WHAT YOU NEED TO DO>
Go through the data and copy each line that holds "Шашина".

EXCERPTED DATA>

_ _ _ _ _

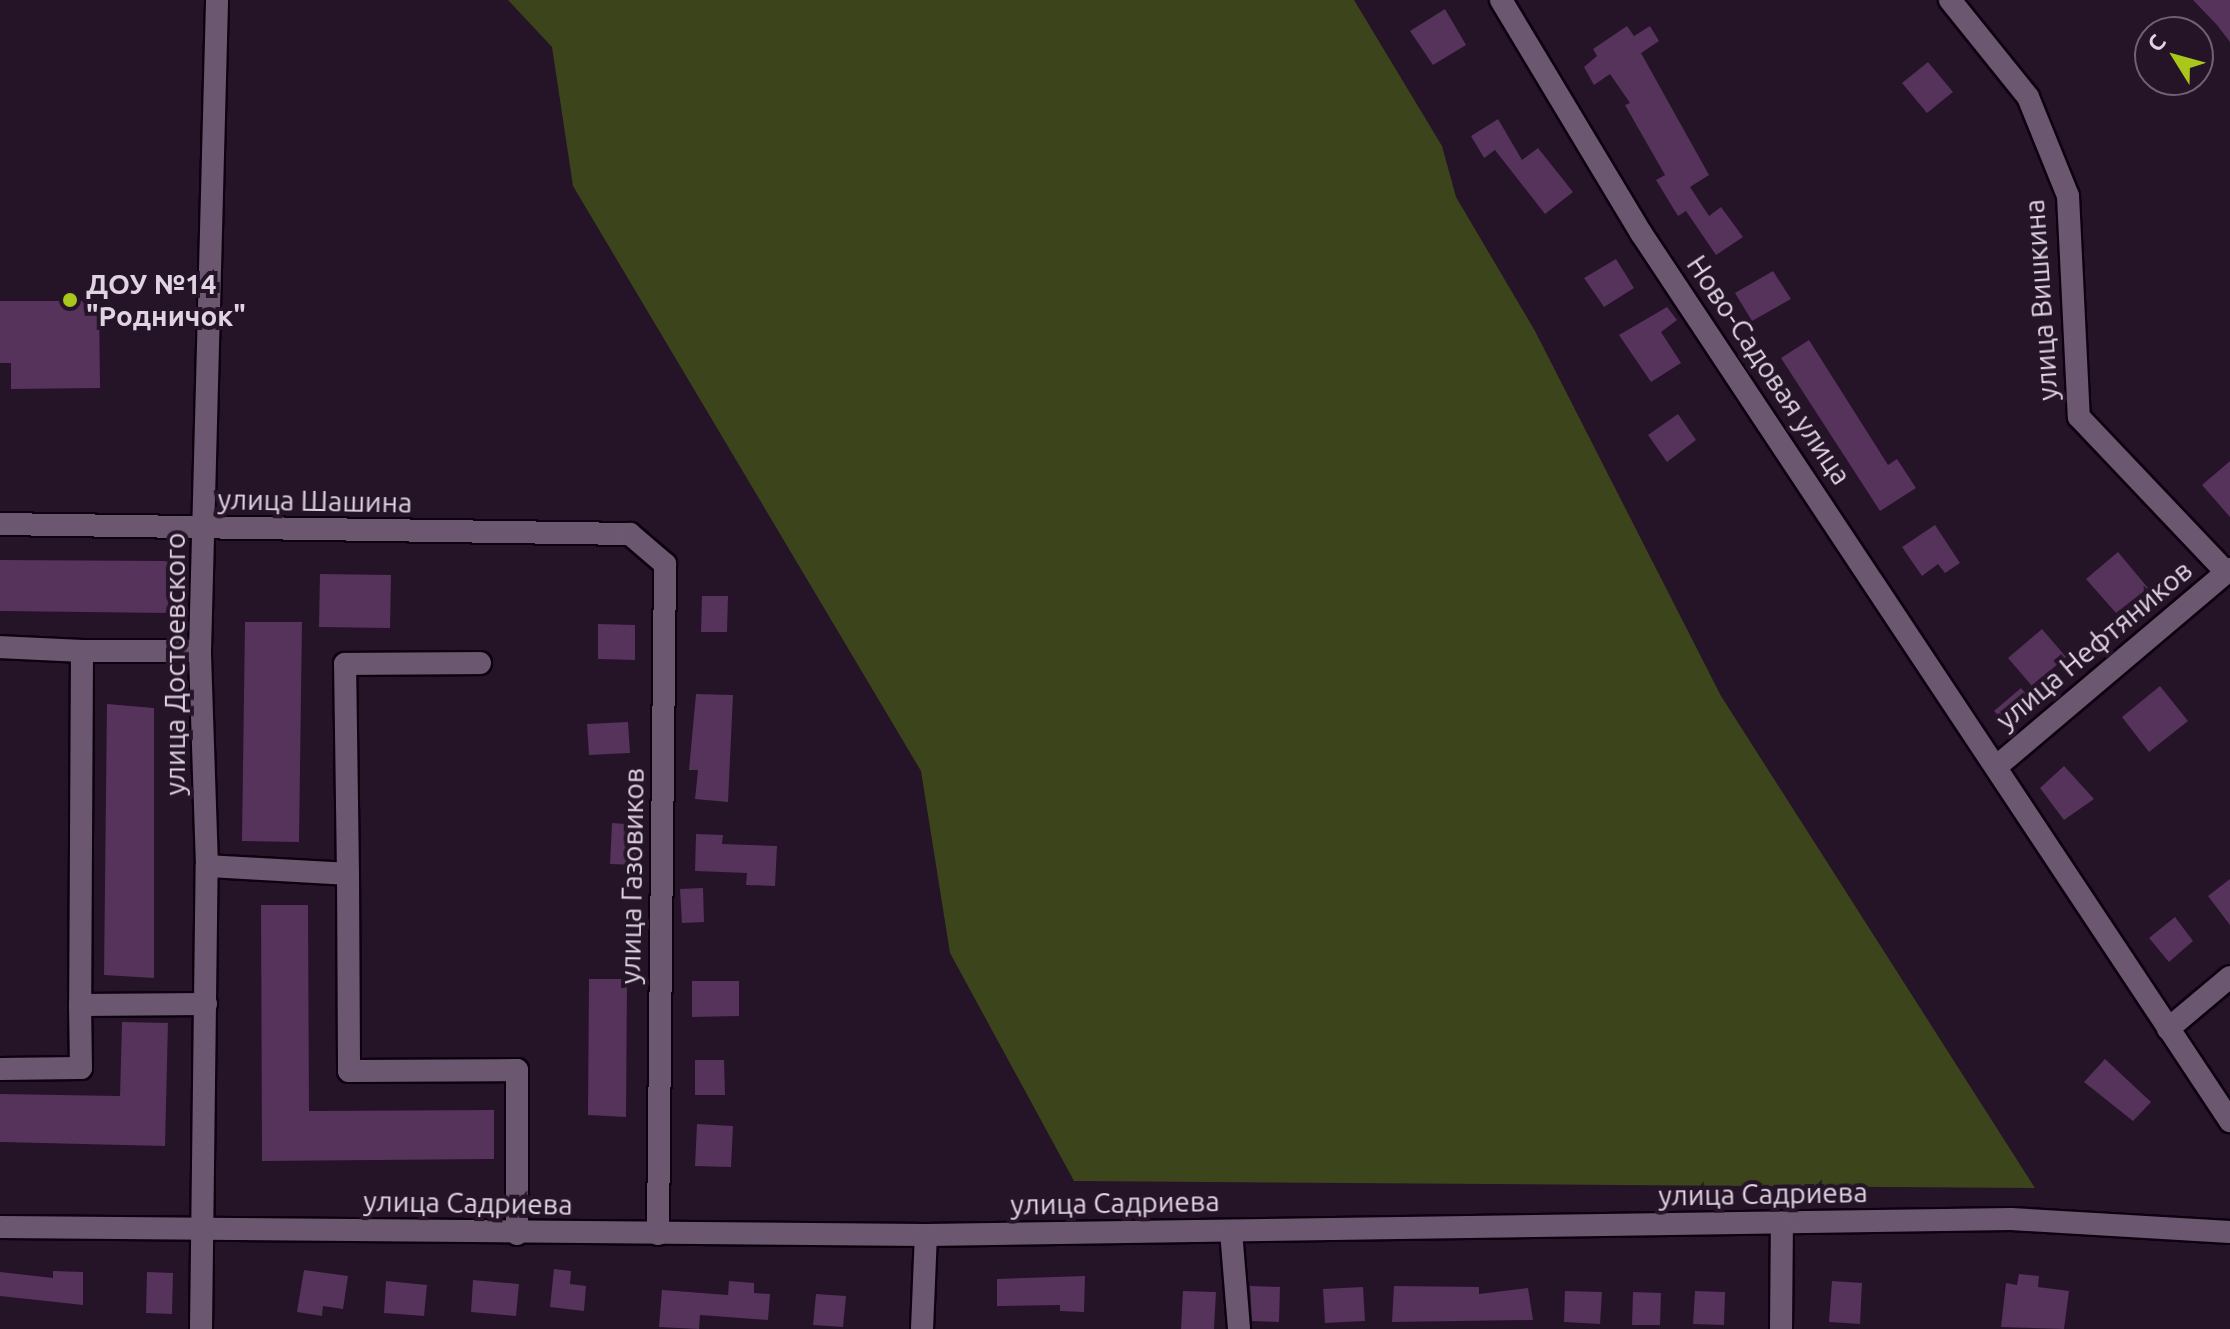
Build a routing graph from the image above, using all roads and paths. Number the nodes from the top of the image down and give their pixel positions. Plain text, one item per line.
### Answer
1 (217, 0) edge
2 (1501, 0) edge
3 (1950, 0) edge
4 (0, 524) edge
5 (205, 530) junction
6 (630, 534) joint
7 (2228, 571) edge
8 (0, 647) edge
9 (82, 651) junction
10 (200, 651) junction
11 (480, 663) dead end
12 (1996, 767) junction
13 (207, 866) junction
14 (348, 874) junction
15 (2230, 977) edge
16 (206, 1004) junction
17 (80, 1005) junction
18 (2168, 1029) junction
19 (0, 1069) edge
20 (2230, 1121) edge
21 (1782, 1224) junction
22 (0, 1227) edge
23 (205, 1230) junction
24 (1231, 1231) junction
25 (2230, 1232) edge
26 (517, 1234) junction
27 (658, 1234) junction
28 (926, 1235) junction
29 (201, 1329) edge
30 (922, 1329) edge
31 (1239, 1329) edge
32 (1781, 1329) edge

1 - 5 street, улица Достоевского
2 - 12 street, Ново-Садовая улица
3 - 7 street, улица Вишкина
4 - 5 street, улица Шашина
5 - 6 street, улица Шашина
5 - 10 street, улица Достоевского
6 - 27 street, улица Газовиков
7 - 12 street, улица Нефтяников
8 - 9 street
9 - 10 street
9 - 17 street
10 - 13 street, улица Достоевского
11 - 14 street
12 - 18 street, Ново-Садовая улица
13 - 14 street
13 - 16 street, улица Достоевского
14 - 26 street
15 - 18 street
16 - 17 street
16 - 23 street, улица Достоевского
17 - 19 street
18 - 20 street, Ново-Садовая улица
21 - 24 street, улица Садриева
21 - 25 street, улица Садриева
21 - 32 street
22 - 23 street, улица Садриева
23 - 26 street, улица Садриева
23 - 29 street, улица Достоевского
24 - 28 street, улица Садриева
24 - 31 street
26 - 27 street, улица Садриева
27 - 28 street, улица Садриева
28 - 30 street

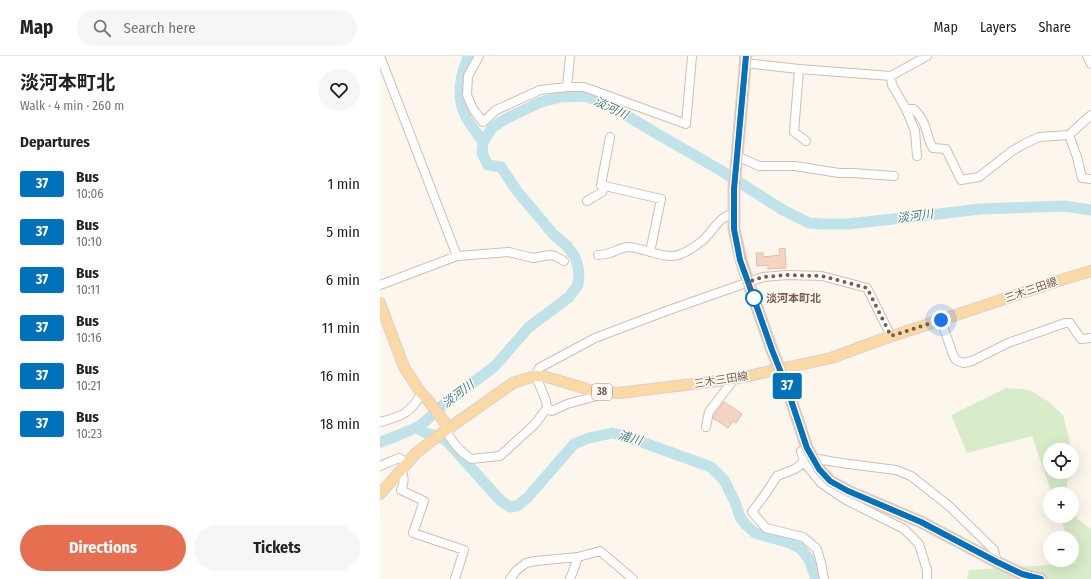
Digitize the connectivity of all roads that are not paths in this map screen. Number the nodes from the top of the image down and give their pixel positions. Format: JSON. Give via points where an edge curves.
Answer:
{"nodes":[{"id":1,"x":380,"y":56,"type":"edge"},
{"id":2,"x":479,"y":56,"type":"edge"},
{"id":3,"x":570,"y":56,"type":"edge"},
{"id":4,"x":692,"y":56,"type":"edge"},
{"id":5,"x":927,"y":56,"type":"edge"},
{"id":6,"x":1087,"y":56,"type":"edge"},
{"id":7,"x":745,"y":60,"type":"edge"},
{"id":8,"x":1091,"y":64,"type":"edge"},
{"id":9,"x":799,"y":69,"type":"junction"},
{"id":10,"x":891,"y":76,"type":"junction"},
{"id":11,"x":567,"y":87,"type":"junction"},
{"id":12,"x":906,"y":109,"type":"junction"},
{"id":13,"x":1091,"y":115,"type":"edge"},
{"id":14,"x":1069,"y":135,"type":"junction"},
{"id":15,"x":610,"y":136,"type":"dead end"},
{"id":16,"x":806,"y":141,"type":"dead end"},
{"id":17,"x":917,"y":156,"type":"dead end"},
{"id":18,"x":737,"y":158,"type":"junction"},
{"id":19,"x":894,"y":176,"type":"dead end"},
{"id":20,"x":1091,"y":179,"type":"edge"},
{"id":21,"x":605,"y":186,"type":"junction"},
{"id":22,"x":587,"y":201,"type":"dead end"},
{"id":23,"x":734,"y":214,"type":"junction"},
{"id":24,"x":650,"y":252,"type":"junction"},
{"id":25,"x":457,"y":256,"type":"junction"},
{"id":26,"x":598,"y":256,"type":"dead end"},
{"id":27,"x":564,"y":261,"type":"dead end"},
{"id":28,"x":1091,"y":271,"type":"edge"},
{"id":29,"x":748,"y":282,"type":"junction"},
{"id":30,"x":380,"y":285,"type":"edge"},
{"id":31,"x":380,"y":303,"type":"edge"},
{"id":32,"x":941,"y":320,"type":"junction"},
{"id":33,"x":891,"y":336,"type":"junction"},
{"id":34,"x":1091,"y":338,"type":"edge"},
{"id":35,"x":779,"y":369,"type":"junction"},
{"id":36,"x":536,"y":376,"type":"junction"},
{"id":37,"x":734,"y":379,"type":"junction"},
{"id":38,"x":597,"y":392,"type":"junction"},
{"id":39,"x":424,"y":396,"type":"junction"},
{"id":40,"x":547,"y":408,"type":"junction"},
{"id":41,"x":380,"y":422,"type":"edge"},
{"id":42,"x":706,"y":427,"type":"dead end"},
{"id":43,"x":446,"y":428,"type":"junction"},
{"id":44,"x":808,"y":456,"type":"junction"},
{"id":45,"x":380,"y":466,"type":"edge"},
{"id":46,"x":404,"y":466,"type":"junction"},
{"id":47,"x":380,"y":494,"type":"edge"},
{"id":48,"x":578,"y":557,"type":"junction"},
{"id":49,"x":997,"y":562,"type":"junction"},
{"id":50,"x":455,"y":579,"type":"edge"},
{"id":51,"x":510,"y":579,"type":"edge"},
{"id":52,"x":570,"y":579,"type":"edge"},
{"id":53,"x":633,"y":579,"type":"edge"},
{"id":54,"x":824,"y":579,"type":"edge"},
{"id":55,"x":927,"y":579,"type":"edge"},
{"id":56,"x":1041,"y":579,"type":"edge"}],
"edges":[{"from":1,"to":25,"type":"street"},
{"from":2,"to":11,"type":"street","via":[[468,76],[467,95],[472,109],[483,122],[496,110],[540,90]]},
{"from":3,"to":11,"type":"street"},
{"from":4,"to":11,"type":"street","via":[[686,124],[584,87]]},
{"from":5,"to":10,"type":"street"},
{"from":6,"to":8,"type":"street"},
{"from":7,"to":9,"type":"street"},
{"from":7,"to":18,"type":"highway"},
{"from":9,"to":10,"type":"street"},
{"from":9,"to":16,"type":"street","via":[[794,132]]},
{"from":10,"to":12,"type":"street","via":[[892,85]]},
{"from":12,"to":14,"type":"street","via":[[914,109],[922,118],[929,142],[933,148],[946,149],[961,180],[979,178],[1012,151],[1039,137]]},
{"from":12,"to":17,"type":"street","via":[[915,131]]},
{"from":13,"to":14,"type":"street"},
{"from":14,"to":20,"type":"street","via":[[1082,178]]},
{"from":15,"to":21,"type":"street","via":[[601,185]]},
{"from":18,"to":19,"type":"street","via":[[759,166],[795,166],[840,173]]},
{"from":18,"to":23,"type":"highway"},
{"from":21,"to":22,"type":"street","via":[[602,192]]},
{"from":21,"to":24,"type":"street","via":[[661,199]]},
{"from":23,"to":24,"type":"street","via":[[728,214],[721,219],[702,242],[681,254],[668,256]]},
{"from":23,"to":29,"type":"highway","via":[[740,260]]},
{"from":24,"to":26,"type":"street","via":[[628,247]]},
{"from":25,"to":27,"type":"street","via":[[509,252],[533,258],[550,255]]},
{"from":25,"to":30,"type":"street"},
{"from":28,"to":32,"type":"main road","name":"三木三田線","number":"38"},
{"from":29,"to":33,"type":"street","via":[[763,277],[787,275],[822,276],[867,288]]},
{"from":29,"to":35,"type":"highway"},
{"from":29,"to":36,"type":"street","via":[[595,338],[539,368]]},
{"from":31,"to":39,"type":"main road","via":[[404,368]]},
{"from":32,"to":33,"type":"main road","name":"三木三田線","number":"38"},
{"from":32,"to":34,"type":"street","via":[[953,355],[956,360],[963,363],[1008,343],[1070,322],[1081,339]]},
{"from":33,"to":35,"type":"main road","name":"三木三田線","number":"38","via":[[830,358]]},
{"from":35,"to":37,"type":"main road","name":"三木三田線","number":"38"},
{"from":35,"to":44,"type":"highway"},
{"from":36,"to":38,"type":"main road","name":"三木三田線","number":"38"},
{"from":36,"to":40,"type":"street"},
{"from":36,"to":43,"type":"main road","name":"三木三田線","number":"38","via":[[513,383]]},
{"from":37,"to":38,"type":"main road","name":"三木三田線","number":"38","via":[[619,393]]},
{"from":37,"to":42,"type":"street","via":[[709,412]]},
{"from":38,"to":40,"type":"street","via":[[593,398],[567,404],[552,411]]},
{"from":39,"to":41,"type":"street","via":[[397,418]]},
{"from":39,"to":43,"type":"main road"},
{"from":40,"to":43,"type":"street","via":[[535,424],[500,456],[471,459],[449,438]]},
{"from":43,"to":46,"type":"main road","name":"三木三田線","number":"38"},
{"from":44,"to":49,"type":"highway","via":[[830,481],[921,522]]},
{"from":44,"to":49,"type":"street","via":[[896,470],[911,476],[949,506],[994,550]]},
{"from":44,"to":54,"type":"street","via":[[795,469],[777,476],[752,512],[766,528],[803,536],[817,548]]},
{"from":44,"to":55,"type":"street","via":[[820,483],[846,500],[904,529],[919,544],[927,570]]},
{"from":45,"to":46,"type":"street","via":[[399,458]]},
{"from":46,"to":47,"type":"main road","name":"三木三田線","number":"38"},
{"from":46,"to":50,"type":"street","via":[[404,484],[401,490],[424,501],[413,533],[464,550]]},
{"from":48,"to":51,"type":"street","via":[[526,563]]},
{"from":48,"to":52,"type":"street"},
{"from":48,"to":53,"type":"street","via":[[600,551]]},
{"from":49,"to":56,"type":"highway","via":[[1022,574]]}]}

_ _ _ _ _

ANSWER BOX>
4 - 5 street, улица Шашина
5 - 6 street, улица Шашина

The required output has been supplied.